- _Brief_
Are you able to quote each entry exactly as written?

......

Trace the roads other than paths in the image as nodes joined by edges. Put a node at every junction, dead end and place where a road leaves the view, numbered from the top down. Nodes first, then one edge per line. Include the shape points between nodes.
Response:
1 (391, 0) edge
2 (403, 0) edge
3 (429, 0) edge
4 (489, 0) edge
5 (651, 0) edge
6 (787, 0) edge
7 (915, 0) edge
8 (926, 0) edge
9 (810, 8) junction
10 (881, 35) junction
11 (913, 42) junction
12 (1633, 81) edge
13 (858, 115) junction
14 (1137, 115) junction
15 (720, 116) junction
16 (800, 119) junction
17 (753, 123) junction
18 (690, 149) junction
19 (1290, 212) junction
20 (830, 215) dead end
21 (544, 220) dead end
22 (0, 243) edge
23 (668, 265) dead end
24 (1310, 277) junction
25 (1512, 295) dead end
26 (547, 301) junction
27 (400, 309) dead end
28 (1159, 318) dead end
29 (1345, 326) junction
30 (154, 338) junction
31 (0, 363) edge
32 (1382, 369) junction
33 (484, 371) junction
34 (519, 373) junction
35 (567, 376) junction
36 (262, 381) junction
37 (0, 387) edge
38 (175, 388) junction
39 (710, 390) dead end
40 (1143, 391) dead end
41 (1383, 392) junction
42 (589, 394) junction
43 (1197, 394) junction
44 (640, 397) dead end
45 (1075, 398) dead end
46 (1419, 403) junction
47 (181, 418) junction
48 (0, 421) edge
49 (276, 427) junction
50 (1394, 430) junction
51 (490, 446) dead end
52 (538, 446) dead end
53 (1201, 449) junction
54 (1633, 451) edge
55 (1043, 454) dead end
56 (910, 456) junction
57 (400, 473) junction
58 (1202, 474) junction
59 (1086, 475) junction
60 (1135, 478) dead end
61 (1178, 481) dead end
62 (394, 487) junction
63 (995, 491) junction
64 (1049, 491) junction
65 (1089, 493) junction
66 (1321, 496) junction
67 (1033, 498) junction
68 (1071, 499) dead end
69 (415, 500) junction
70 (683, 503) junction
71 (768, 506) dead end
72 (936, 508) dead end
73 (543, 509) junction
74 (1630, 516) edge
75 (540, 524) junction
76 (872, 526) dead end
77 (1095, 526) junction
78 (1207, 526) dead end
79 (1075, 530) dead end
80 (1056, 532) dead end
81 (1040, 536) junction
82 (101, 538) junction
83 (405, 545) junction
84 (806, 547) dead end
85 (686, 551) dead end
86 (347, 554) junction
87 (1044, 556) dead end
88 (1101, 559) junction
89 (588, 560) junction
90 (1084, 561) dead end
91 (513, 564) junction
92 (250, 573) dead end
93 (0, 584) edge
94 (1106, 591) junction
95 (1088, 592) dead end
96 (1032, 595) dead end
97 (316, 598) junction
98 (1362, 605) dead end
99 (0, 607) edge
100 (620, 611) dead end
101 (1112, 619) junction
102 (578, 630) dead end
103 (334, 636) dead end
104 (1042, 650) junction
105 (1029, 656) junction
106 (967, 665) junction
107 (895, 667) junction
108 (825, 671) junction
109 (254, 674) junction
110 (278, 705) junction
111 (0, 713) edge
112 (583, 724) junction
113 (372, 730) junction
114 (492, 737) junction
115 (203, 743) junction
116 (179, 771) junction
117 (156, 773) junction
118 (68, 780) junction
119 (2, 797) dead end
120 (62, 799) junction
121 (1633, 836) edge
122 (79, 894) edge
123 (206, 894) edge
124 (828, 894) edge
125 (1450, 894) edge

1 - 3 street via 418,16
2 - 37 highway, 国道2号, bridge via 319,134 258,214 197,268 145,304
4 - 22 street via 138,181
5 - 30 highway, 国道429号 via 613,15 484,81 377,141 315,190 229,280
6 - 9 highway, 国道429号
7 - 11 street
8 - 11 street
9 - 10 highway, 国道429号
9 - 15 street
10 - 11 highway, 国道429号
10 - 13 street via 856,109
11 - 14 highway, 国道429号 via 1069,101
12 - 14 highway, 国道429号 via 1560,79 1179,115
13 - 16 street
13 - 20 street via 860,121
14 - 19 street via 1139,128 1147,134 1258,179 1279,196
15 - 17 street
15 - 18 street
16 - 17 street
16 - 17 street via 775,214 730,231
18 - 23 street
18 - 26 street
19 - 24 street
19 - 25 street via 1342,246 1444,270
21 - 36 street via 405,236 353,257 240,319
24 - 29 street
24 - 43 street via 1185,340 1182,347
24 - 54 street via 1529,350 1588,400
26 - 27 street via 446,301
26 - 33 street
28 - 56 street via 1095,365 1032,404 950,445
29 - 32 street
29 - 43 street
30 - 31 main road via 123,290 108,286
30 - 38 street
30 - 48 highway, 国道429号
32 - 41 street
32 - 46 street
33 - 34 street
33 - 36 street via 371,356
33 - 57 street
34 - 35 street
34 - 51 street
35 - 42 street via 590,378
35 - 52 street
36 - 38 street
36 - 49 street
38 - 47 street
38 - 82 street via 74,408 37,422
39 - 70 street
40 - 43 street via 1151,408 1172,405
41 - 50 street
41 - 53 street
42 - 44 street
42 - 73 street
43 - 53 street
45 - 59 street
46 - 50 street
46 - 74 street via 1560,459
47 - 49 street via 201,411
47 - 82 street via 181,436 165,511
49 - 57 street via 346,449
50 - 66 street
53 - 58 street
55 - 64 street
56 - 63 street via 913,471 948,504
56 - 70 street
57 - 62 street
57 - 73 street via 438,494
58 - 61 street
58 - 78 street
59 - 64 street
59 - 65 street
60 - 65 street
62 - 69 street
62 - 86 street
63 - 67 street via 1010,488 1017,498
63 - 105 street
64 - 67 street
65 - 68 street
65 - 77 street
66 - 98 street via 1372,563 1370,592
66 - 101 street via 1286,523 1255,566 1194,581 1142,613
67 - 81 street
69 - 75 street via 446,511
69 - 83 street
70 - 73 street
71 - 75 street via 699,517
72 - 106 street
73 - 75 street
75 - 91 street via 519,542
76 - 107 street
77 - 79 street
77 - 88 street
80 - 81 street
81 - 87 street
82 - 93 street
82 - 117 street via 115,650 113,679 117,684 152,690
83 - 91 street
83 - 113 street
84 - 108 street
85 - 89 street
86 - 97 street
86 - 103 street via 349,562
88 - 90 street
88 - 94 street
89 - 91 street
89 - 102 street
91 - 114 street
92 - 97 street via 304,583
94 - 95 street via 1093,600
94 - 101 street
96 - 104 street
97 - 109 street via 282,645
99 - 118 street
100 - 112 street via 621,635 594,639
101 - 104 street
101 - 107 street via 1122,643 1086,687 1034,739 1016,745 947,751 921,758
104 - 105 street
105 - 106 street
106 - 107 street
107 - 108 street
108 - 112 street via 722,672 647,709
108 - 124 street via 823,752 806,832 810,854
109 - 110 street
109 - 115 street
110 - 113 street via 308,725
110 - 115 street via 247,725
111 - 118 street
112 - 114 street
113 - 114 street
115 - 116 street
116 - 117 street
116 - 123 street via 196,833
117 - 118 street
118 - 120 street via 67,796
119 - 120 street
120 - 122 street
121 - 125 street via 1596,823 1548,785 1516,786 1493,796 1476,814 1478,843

......

- _Response_
Trace the roads other than paths in the image as nodes joined by edges. Put a node at every junction, dead end and place where a road leaves the view, numbered from the top down. Nodes first, then one edge per line. Include the shape points between nodes.
Response:
1 (391, 0) edge
2 (403, 0) edge
3 (429, 0) edge
4 (489, 0) edge
5 (651, 0) edge
6 (787, 0) edge
7 (915, 0) edge
8 (926, 0) edge
9 (810, 8) junction
10 (881, 35) junction
11 (913, 42) junction
12 (1633, 81) edge
13 (858, 115) junction
14 (1137, 115) junction
15 (720, 116) junction
16 (800, 119) junction
17 (753, 123) junction
18 (690, 149) junction
19 (1290, 212) junction
20 (830, 215) dead end
21 (544, 220) dead end
22 (0, 243) edge
23 (668, 265) dead end
24 (1310, 277) junction
25 (1512, 295) dead end
26 (547, 301) junction
27 (400, 309) dead end
28 (1159, 318) dead end
29 (1345, 326) junction
30 (154, 338) junction
31 (0, 363) edge
32 (1382, 369) junction
33 (484, 371) junction
34 (519, 373) junction
35 (567, 376) junction
36 (262, 381) junction
37 (0, 387) edge
38 (175, 388) junction
39 (710, 390) dead end
40 (1143, 391) dead end
41 (1383, 392) junction
42 (589, 394) junction
43 (1197, 394) junction
44 (640, 397) dead end
45 (1075, 398) dead end
46 (1419, 403) junction
47 (181, 418) junction
48 (0, 421) edge
49 (276, 427) junction
50 (1394, 430) junction
51 (490, 446) dead end
52 (538, 446) dead end
53 (1201, 449) junction
54 (1633, 451) edge
55 (1043, 454) dead end
56 (910, 456) junction
57 (400, 473) junction
58 (1202, 474) junction
59 (1086, 475) junction
60 (1135, 478) dead end
61 (1178, 481) dead end
62 (394, 487) junction
63 (995, 491) junction
64 (1049, 491) junction
65 (1089, 493) junction
66 (1321, 496) junction
67 (1033, 498) junction
68 (1071, 499) dead end
69 (415, 500) junction
70 (683, 503) junction
71 (768, 506) dead end
72 (936, 508) dead end
73 (543, 509) junction
74 (1630, 516) edge
75 (540, 524) junction
76 (872, 526) dead end
77 (1095, 526) junction
78 (1207, 526) dead end
79 (1075, 530) dead end
80 (1056, 532) dead end
81 (1040, 536) junction
82 (101, 538) junction
83 (405, 545) junction
84 (806, 547) dead end
85 (686, 551) dead end
86 (347, 554) junction
87 (1044, 556) dead end
88 (1101, 559) junction
89 (588, 560) junction
90 (1084, 561) dead end
91 (513, 564) junction
92 (250, 573) dead end
93 (0, 584) edge
94 (1106, 591) junction
95 (1088, 592) dead end
96 (1032, 595) dead end
97 (316, 598) junction
98 (1362, 605) dead end
99 (0, 607) edge
100 (620, 611) dead end
101 (1112, 619) junction
102 (578, 630) dead end
103 (334, 636) dead end
104 (1042, 650) junction
105 (1029, 656) junction
106 (967, 665) junction
107 (895, 667) junction
108 (825, 671) junction
109 (254, 674) junction
110 (278, 705) junction
111 (0, 713) edge
112 (583, 724) junction
113 (372, 730) junction
114 (492, 737) junction
115 (203, 743) junction
116 (179, 771) junction
117 (156, 773) junction
118 (68, 780) junction
119 (2, 797) dead end
120 (62, 799) junction
121 (1633, 836) edge
122 (79, 894) edge
123 (206, 894) edge
124 (828, 894) edge
125 (1450, 894) edge

1 - 3 street via 418,16
2 - 37 highway, 国道2号, bridge via 319,134 258,214 197,268 145,304
4 - 22 street via 138,181
5 - 30 highway, 国道429号 via 613,15 484,81 377,141 315,190 229,280
6 - 9 highway, 国道429号
7 - 11 street
8 - 11 street
9 - 10 highway, 国道429号
9 - 15 street
10 - 11 highway, 国道429号
10 - 13 street via 856,109
11 - 14 highway, 国道429号 via 1069,101
12 - 14 highway, 国道429号 via 1560,79 1179,115
13 - 16 street
13 - 20 street via 860,121
14 - 19 street via 1139,128 1147,134 1258,179 1279,196
15 - 17 street
15 - 18 street
16 - 17 street
16 - 17 street via 775,214 730,231
18 - 23 street
18 - 26 street
19 - 24 street
19 - 25 street via 1342,246 1444,270
21 - 36 street via 405,236 353,257 240,319
24 - 29 street
24 - 43 street via 1185,340 1182,347
24 - 54 street via 1529,350 1588,400
26 - 27 street via 446,301
26 - 33 street
28 - 56 street via 1095,365 1032,404 950,445
29 - 32 street
29 - 43 street
30 - 31 main road via 123,290 108,286
30 - 38 street
30 - 48 highway, 国道429号
32 - 41 street
32 - 46 street
33 - 34 street
33 - 36 street via 371,356
33 - 57 street
34 - 35 street
34 - 51 street
35 - 42 street via 590,378
35 - 52 street
36 - 38 street
36 - 49 street
38 - 47 street
38 - 82 street via 74,408 37,422
39 - 70 street
40 - 43 street via 1151,408 1172,405
41 - 50 street
41 - 53 street
42 - 44 street
42 - 73 street
43 - 53 street
45 - 59 street
46 - 50 street
46 - 74 street via 1560,459
47 - 49 street via 201,411
47 - 82 street via 181,436 165,511
49 - 57 street via 346,449
50 - 66 street
53 - 58 street
55 - 64 street
56 - 63 street via 913,471 948,504
56 - 70 street
57 - 62 street
57 - 73 street via 438,494
58 - 61 street
58 - 78 street
59 - 64 street
59 - 65 street
60 - 65 street
62 - 69 street
62 - 86 street
63 - 67 street via 1010,488 1017,498
63 - 105 street
64 - 67 street
65 - 68 street
65 - 77 street
66 - 98 street via 1372,563 1370,592
66 - 101 street via 1286,523 1255,566 1194,581 1142,613
67 - 81 street
69 - 75 street via 446,511
69 - 83 street
70 - 73 street
71 - 75 street via 699,517
72 - 106 street
73 - 75 street
75 - 91 street via 519,542
76 - 107 street
77 - 79 street
77 - 88 street
80 - 81 street
81 - 87 street
82 - 93 street
82 - 117 street via 115,650 113,679 117,684 152,690
83 - 91 street
83 - 113 street
84 - 108 street
85 - 89 street
86 - 97 street
86 - 103 street via 349,562
88 - 90 street
88 - 94 street
89 - 91 street
89 - 102 street
91 - 114 street
92 - 97 street via 304,583
94 - 95 street via 1093,600
94 - 101 street
96 - 104 street
97 - 109 street via 282,645
99 - 118 street
100 - 112 street via 621,635 594,639
101 - 104 street
101 - 107 street via 1122,643 1086,687 1034,739 1016,745 947,751 921,758
104 - 105 street
105 - 106 street
106 - 107 street
107 - 108 street
108 - 112 street via 722,672 647,709
108 - 124 street via 823,752 806,832 810,854
109 - 110 street
109 - 115 street
110 - 113 street via 308,725
110 - 115 street via 247,725
111 - 118 street
112 - 114 street
113 - 114 street
115 - 116 street
116 - 117 street
116 - 123 street via 196,833
117 - 118 street
118 - 120 street via 67,796
119 - 120 street
120 - 122 street
121 - 125 street via 1596,823 1548,785 1516,786 1493,796 1476,814 1478,843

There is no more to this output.